According to Article 78 of the Qanun-e-Shahadat, 1984, execution of a document is to
be proved to be in the handwriting or signature or thumb-mark of the alleged
executant, which would mean signing or putting thumb-mark over a document as
consenting party thereto. Execution of document would not only mean mere signing
or putting thumb-impression but something more than mere signing or putting thumbimpression
by the executant. It must be proved that thumb-mark was made in the
presence of witness in whose presence the document was written and read over and it
was understood by the vendor and would not only be limited to merely signing a
name or placing thumb-impression upon a blank sheet of paper so as to prove the
document to have been executed whose identification should also be proved by
reliable and authentic evidence that a person who had affixed thumb-mark or
signature was the same person who owned the land and sold the same to the vendee.

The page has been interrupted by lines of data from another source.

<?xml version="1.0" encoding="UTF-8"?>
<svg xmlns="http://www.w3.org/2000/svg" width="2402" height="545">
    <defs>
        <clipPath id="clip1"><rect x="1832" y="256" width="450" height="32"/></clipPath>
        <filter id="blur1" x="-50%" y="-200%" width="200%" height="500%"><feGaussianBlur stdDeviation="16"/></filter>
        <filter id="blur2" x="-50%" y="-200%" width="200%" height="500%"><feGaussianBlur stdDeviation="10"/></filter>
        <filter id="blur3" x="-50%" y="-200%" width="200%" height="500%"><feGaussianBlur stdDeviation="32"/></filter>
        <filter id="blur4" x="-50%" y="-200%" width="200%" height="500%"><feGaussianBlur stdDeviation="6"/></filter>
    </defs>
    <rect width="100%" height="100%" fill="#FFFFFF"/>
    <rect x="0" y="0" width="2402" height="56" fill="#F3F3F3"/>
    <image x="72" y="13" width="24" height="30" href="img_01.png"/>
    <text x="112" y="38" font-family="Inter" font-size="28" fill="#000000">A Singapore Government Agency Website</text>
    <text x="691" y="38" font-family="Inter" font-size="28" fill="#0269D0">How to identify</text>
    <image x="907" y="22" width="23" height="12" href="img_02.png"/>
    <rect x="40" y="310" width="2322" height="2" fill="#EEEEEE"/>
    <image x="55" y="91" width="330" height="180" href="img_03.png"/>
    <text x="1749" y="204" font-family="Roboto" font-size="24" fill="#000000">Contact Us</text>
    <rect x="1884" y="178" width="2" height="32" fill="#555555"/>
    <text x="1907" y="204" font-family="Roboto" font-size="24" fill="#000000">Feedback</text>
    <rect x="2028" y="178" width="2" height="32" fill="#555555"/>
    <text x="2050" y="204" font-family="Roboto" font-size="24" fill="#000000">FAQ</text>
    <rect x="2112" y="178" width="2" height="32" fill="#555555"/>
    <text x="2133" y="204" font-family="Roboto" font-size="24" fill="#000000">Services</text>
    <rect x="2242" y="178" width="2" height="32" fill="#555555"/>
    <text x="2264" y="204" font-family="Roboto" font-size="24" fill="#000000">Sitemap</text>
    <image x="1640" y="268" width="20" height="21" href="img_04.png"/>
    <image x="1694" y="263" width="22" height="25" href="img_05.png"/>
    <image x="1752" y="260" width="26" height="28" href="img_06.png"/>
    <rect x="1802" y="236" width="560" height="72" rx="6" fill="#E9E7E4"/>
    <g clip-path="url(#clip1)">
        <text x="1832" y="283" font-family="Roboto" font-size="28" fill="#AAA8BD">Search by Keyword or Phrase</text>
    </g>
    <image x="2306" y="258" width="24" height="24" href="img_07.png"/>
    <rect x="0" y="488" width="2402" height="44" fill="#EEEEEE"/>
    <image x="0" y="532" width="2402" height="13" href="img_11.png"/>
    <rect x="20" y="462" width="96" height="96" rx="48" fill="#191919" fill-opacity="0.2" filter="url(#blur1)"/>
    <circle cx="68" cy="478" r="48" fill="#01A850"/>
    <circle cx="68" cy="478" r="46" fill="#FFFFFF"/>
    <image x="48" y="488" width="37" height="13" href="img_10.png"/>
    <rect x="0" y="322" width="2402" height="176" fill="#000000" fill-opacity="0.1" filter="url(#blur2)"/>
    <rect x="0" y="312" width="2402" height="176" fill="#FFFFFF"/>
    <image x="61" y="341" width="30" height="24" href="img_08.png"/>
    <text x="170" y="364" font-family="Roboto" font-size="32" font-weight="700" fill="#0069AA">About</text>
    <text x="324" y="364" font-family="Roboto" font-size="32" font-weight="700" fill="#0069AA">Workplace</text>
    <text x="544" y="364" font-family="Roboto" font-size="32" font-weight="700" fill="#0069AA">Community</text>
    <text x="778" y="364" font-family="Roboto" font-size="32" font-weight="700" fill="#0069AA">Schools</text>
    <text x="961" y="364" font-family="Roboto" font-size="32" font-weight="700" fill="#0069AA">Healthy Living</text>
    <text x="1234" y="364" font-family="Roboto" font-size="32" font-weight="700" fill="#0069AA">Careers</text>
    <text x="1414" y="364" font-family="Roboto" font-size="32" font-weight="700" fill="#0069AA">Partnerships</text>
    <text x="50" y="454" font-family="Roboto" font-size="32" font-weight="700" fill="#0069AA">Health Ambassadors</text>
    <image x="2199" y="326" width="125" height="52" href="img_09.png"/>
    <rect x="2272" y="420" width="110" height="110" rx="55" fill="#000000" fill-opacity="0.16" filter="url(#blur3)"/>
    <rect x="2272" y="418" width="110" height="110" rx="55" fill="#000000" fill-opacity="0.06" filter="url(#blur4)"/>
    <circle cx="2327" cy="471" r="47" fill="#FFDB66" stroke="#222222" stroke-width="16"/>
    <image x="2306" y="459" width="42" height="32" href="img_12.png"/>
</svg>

Execution would mean series of acts, which would complete the execution. Mere
signing or putting thumb-mark would not amount to execution in terms of Article 78
of Qanun-e-Shah.adat, 1984. A document which is not proved is inadmissible in
evidence, unless strict proof of it is waived.
(d) Co-sharer---
----Sale by---Joint Khata---Agreement of sale not finding mention of delivery of
possession of specific Khasra numbers 'to vendee out of joint Khata---Vendee
alleging his exclusive possession over such specific Khasra numbers under
agreement---Validity---When property was joint and not partitioned, then fact of such
exclusive possession of vendee could not be believed---Every co-owner/co-sharer
would be considered to be in 'possession of each inch of unpartitioned land according
to his share.
(e) Co-sharer---
----Every co-owner/co-sharer would be considered to be in possession of each inch of
unpartitioned land according to his share.
(f) Specific Relief Act (I of 1877)---
----Ss. 8 & 42---Civil Procedure Code (V of 1908), O.XX, R.9---Plaintiff
dispossessed from suit-land by defendant during pendency of suit---Effect---Plaintiff
could be granted decree for declaration and possession subject to payment of courtfee
under the law.
Niaz Ahmad Rathore, Advocate Supreme Court for Petitioners.
Nemo for Respondents.
Date of hearing: 6th December, 2005.
JUDGMENT
HAMID ALI MIRZA, J.--- This civil petition for leave to appeal is directed against
judgment, dated 20-5-2004 in Civil Revision No.62-D of 1992 passed by learned
Single Judge of the Lahore High Court, Bahawalpur Bench, Bahawalpur, whereby the
said civil revision was dismissed, hence this petition for leave to appeal.
2. Brief facts of the case are that the respondents Ghulam Akhtar Shah son of Nibaho
Shah and others filed Civil Suit No.289 of 1976 before the Civil Judge 2nd Class
Liaquatpur against Syed Said Ali Shah son of Fateh Muhammad Shah and others for
declaration to the effect that they were owners upto 11904/2073 6 share in the
disputed property, as a result of inheritance of Nibaho Shah and Mutation No.670
sanctioned on 24-3-1971 along with Mutation No.679 sanctioned on 8-7-1971 was
illegal, collusive, fictitious, therefore, ineffective and inoperative on the rights of the
respondents/plaintiffs wherein respondents' predecessor-in-interest Ghulam Akhtar
Shah also prayed for possession of the suit property. The said suit .was dismissed vide
judgment and decree, dated 21-2-1989 passed by Civil Judge 2nd Class, Liaquatpur.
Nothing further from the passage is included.